Acara tarian genderang dari warga etnis minoritas Giay selalu diawali dengan acara minta genderang. Dukun menjadi wakil untuk memohon supaya dewa memberikan berkat dan melindungi warga. Setelah membaca mantra itu, festival tarian genderang yang bergelora akan berlangsung.
Warga etnis minoritas Giay berpikir bahwa meskipun langit sangat jauh tapi melalui suara genderang bisa mendengarkan pemohonan dan akan memuat hujan guna membantu panenan lebih berlimpah-limpah.
Pada akhirnya acara tarian genderang adalah acara mengarak genderang untuk memohon kemujuran. Ketika genderang diarak ke keluarga mana maka keluarga itu akan mendapat banyak kemujuran dan kebaikan sepanjang tahun. Untuk memberikan tanggapan kepada rombongan yang mengarak genderang, tuan rumah itu akan memberikan produk-produk buatan-nya seperti kue Chung, ayam, bebek dan sebagainya. Dan pada hari ini, meskipun terlambat, rombongan mengarak genderang akan mendatangi semua keluarga di dukuh karena pada besok harinya, genderang akan disimpan di kuil suci untuk festival pada tahun depan.

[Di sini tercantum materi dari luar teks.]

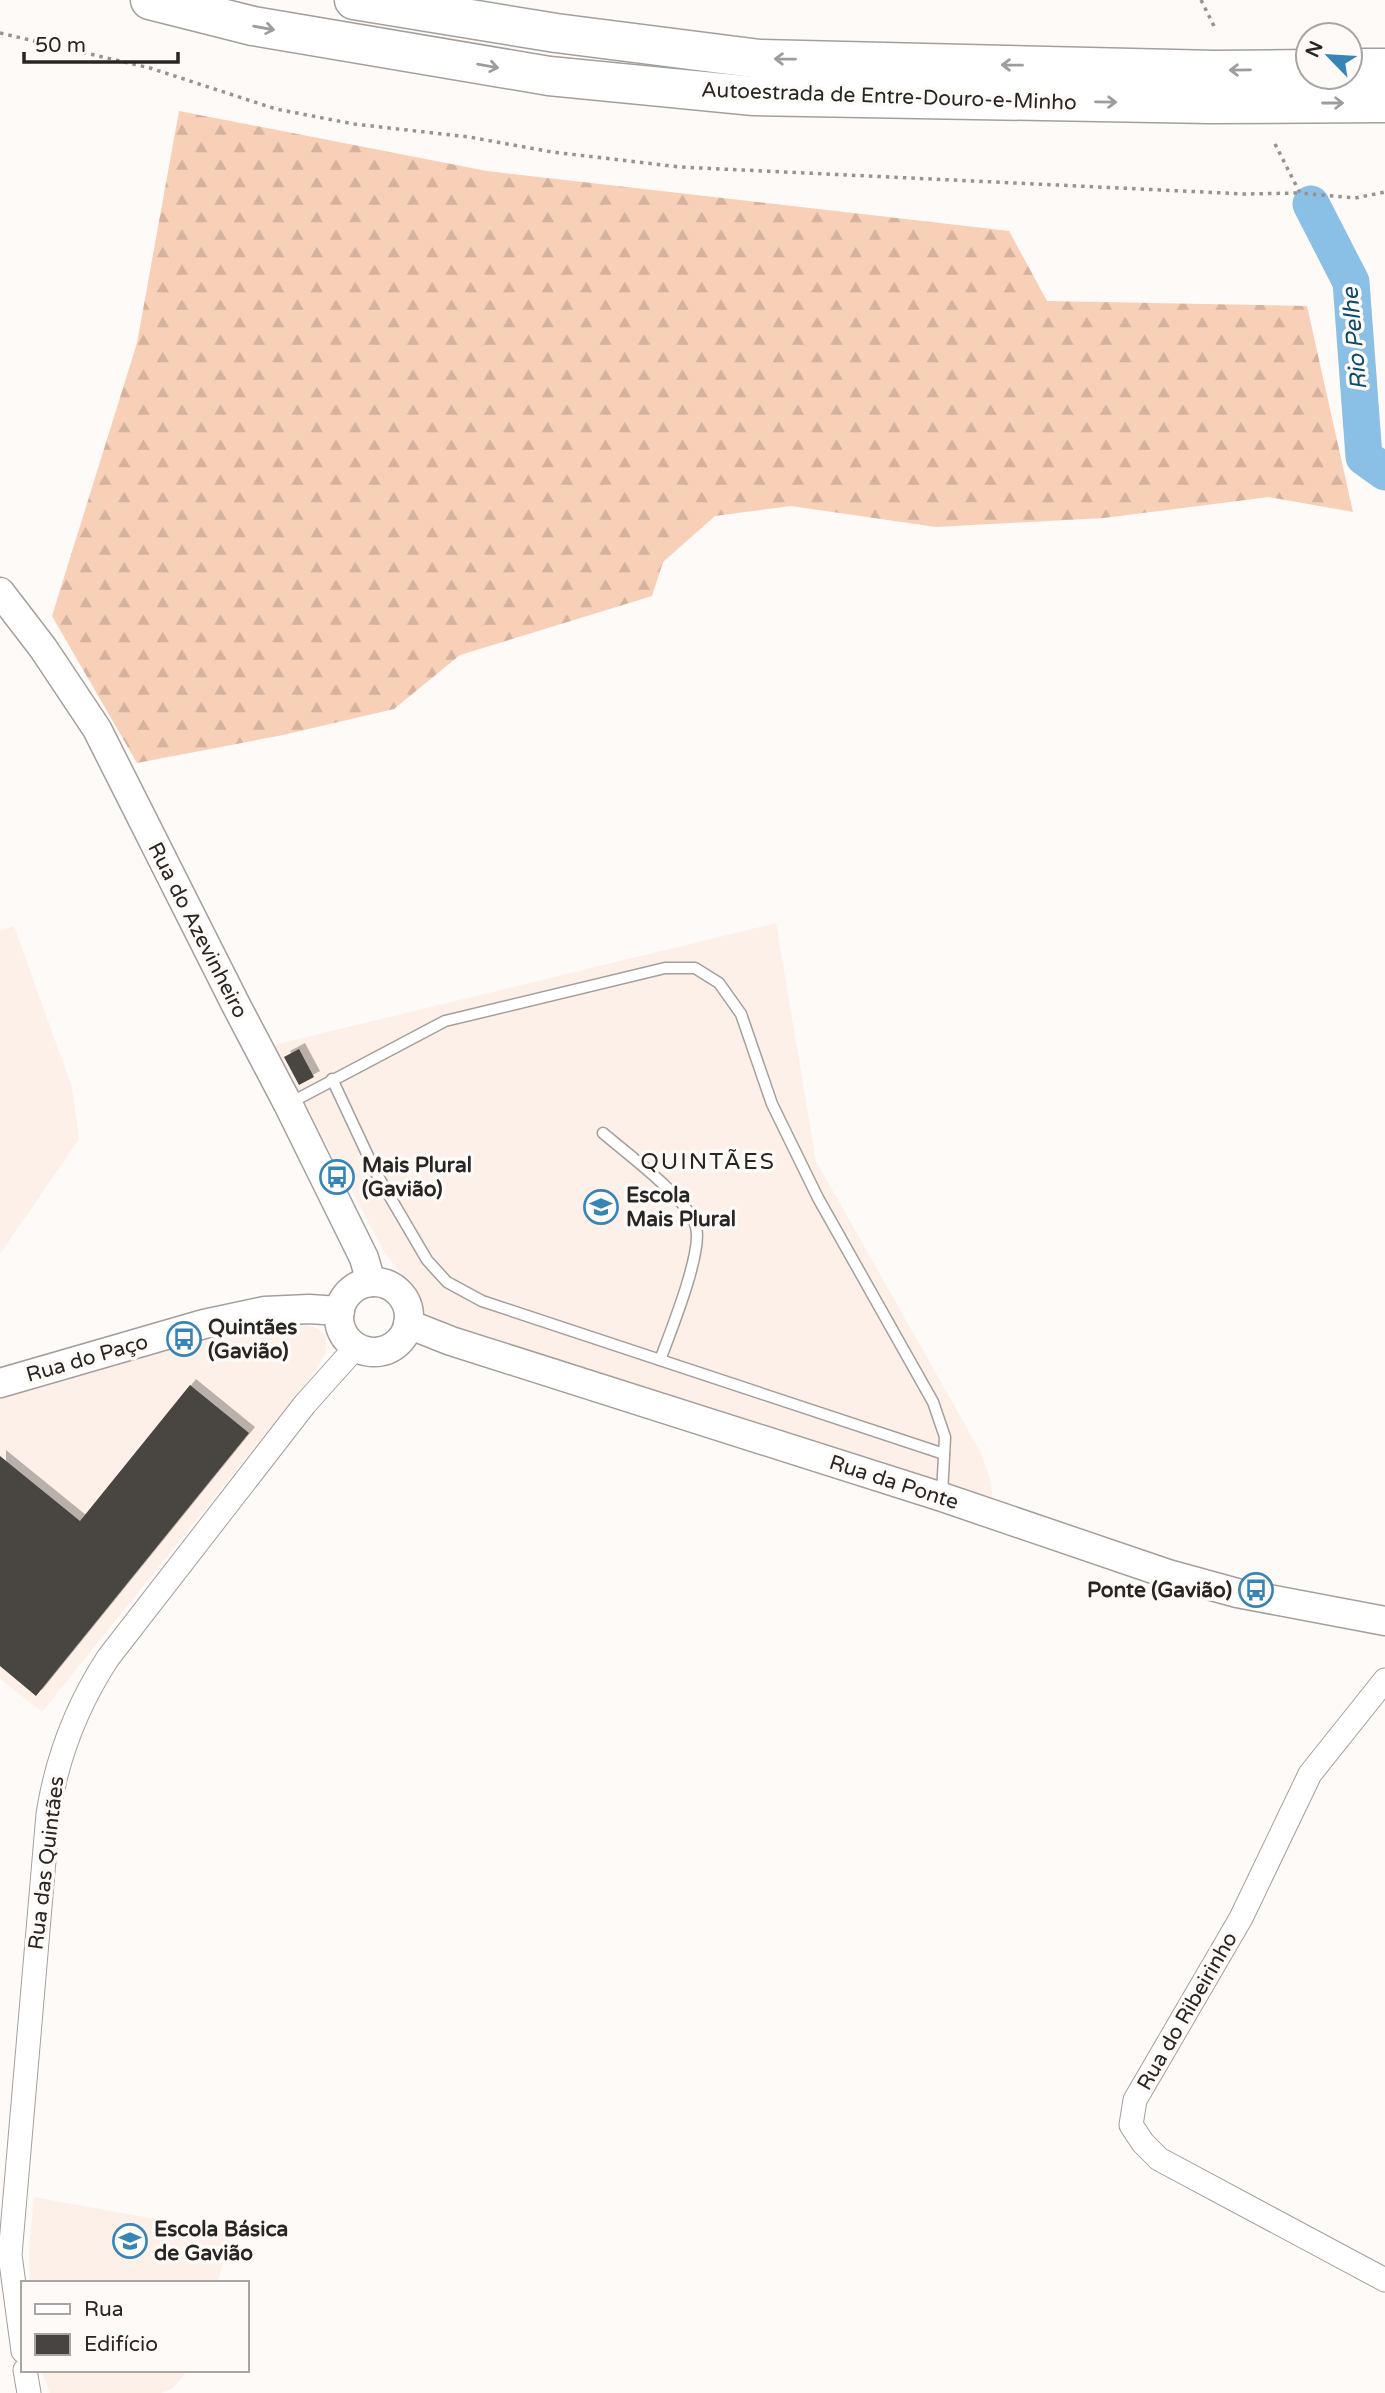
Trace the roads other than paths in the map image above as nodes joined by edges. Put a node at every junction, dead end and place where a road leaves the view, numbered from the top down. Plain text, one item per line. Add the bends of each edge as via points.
1 (150, 0) edge
2 (354, 0) edge
3 (1364, 68) edge
4 (1385, 68) edge
5 (1294, 69) edge
6 (1385, 103) edge
7 (0, 592) edge
8 (332, 1079) junction
9 (288, 1104) junction
10 (603, 1133) dead end
11 (371, 1282) junction
12 (340, 1311) junction
13 (408, 1324) junction
14 (356, 1347) junction
15 (660, 1360) junction
16 (0, 1383) edge
17 (944, 1454) junction
18 (942, 1497) junction
19 (1385, 1621) edge
20 (1385, 1680) edge
21 (1385, 2280) edge
22 (21, 2336) edge
23 (25, 2372) edge
24 (29, 2393) edge

1 -> 6 highway, Autoestrada de Entre-Douro-e-Minho via 253,26 549,76 754,96
5 -> 2 highway, Autoestrada de Entre-Douro-e-Minho via 760,59 556,33
3 - 4 highway
7 - 9 street, Rua do Azevinheiro via 97,729
8 - 9 lane
8 - 15 lane via 376,1173 427,1260 447,1282 482,1301
8 - 17 lane via 445,1021 665,968 695,968 719,982 741,1014 772,1104 818,1198 933,1402 946,1437
9 - 11 street, Rua do Azevinheiro via 364,1258
10 - 15 lane via 685,1205 697,1228 696,1253
11 - 12 street via 350,1291
11 - 13 street via 397,1290 407,1306
12 - 14 street via 342,1332
12 - 16 street, Rua do Paço via 265,1311
13 - 14 street via 397,1343 388,1348 367,1351
13 - 18 street, Rua da Ponte
14 - 22 street, Rua das Quintães via 305,1404 108,1658 68,1734 48,1814 10,2255
15 - 17 lane
17 - 18 lane
18 - 19 street, Rua da Ponte via 1191,1581
20 - 21 street, Rua do Ribeirinho via 1310,1774 1241,1918 1136,2099 1131,2125 1159,2159
23 - 24 street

Festival tarian genderang dari warga etnis minoritas Giay tidak mempunyai unsur religi, melainkan memanifestasikan kreativitas-nya dalam setiap cara tarian dari para laki-laki dan perempuan. Oleh karena itu, mengalami pasang surutnya sejarah, tarian genderang tetap melestarikan cara-cara tarian asli. Tarian genderang tidak hanya diselenggarakan pada Hari Raya Tet tapi telah menjadi ciri kebudayaan untuk diperkenalkan kepada para wisatawan agar mereka lebih mengerti tentang kehidupan spiritual warga etnis minoritas Giay di sana.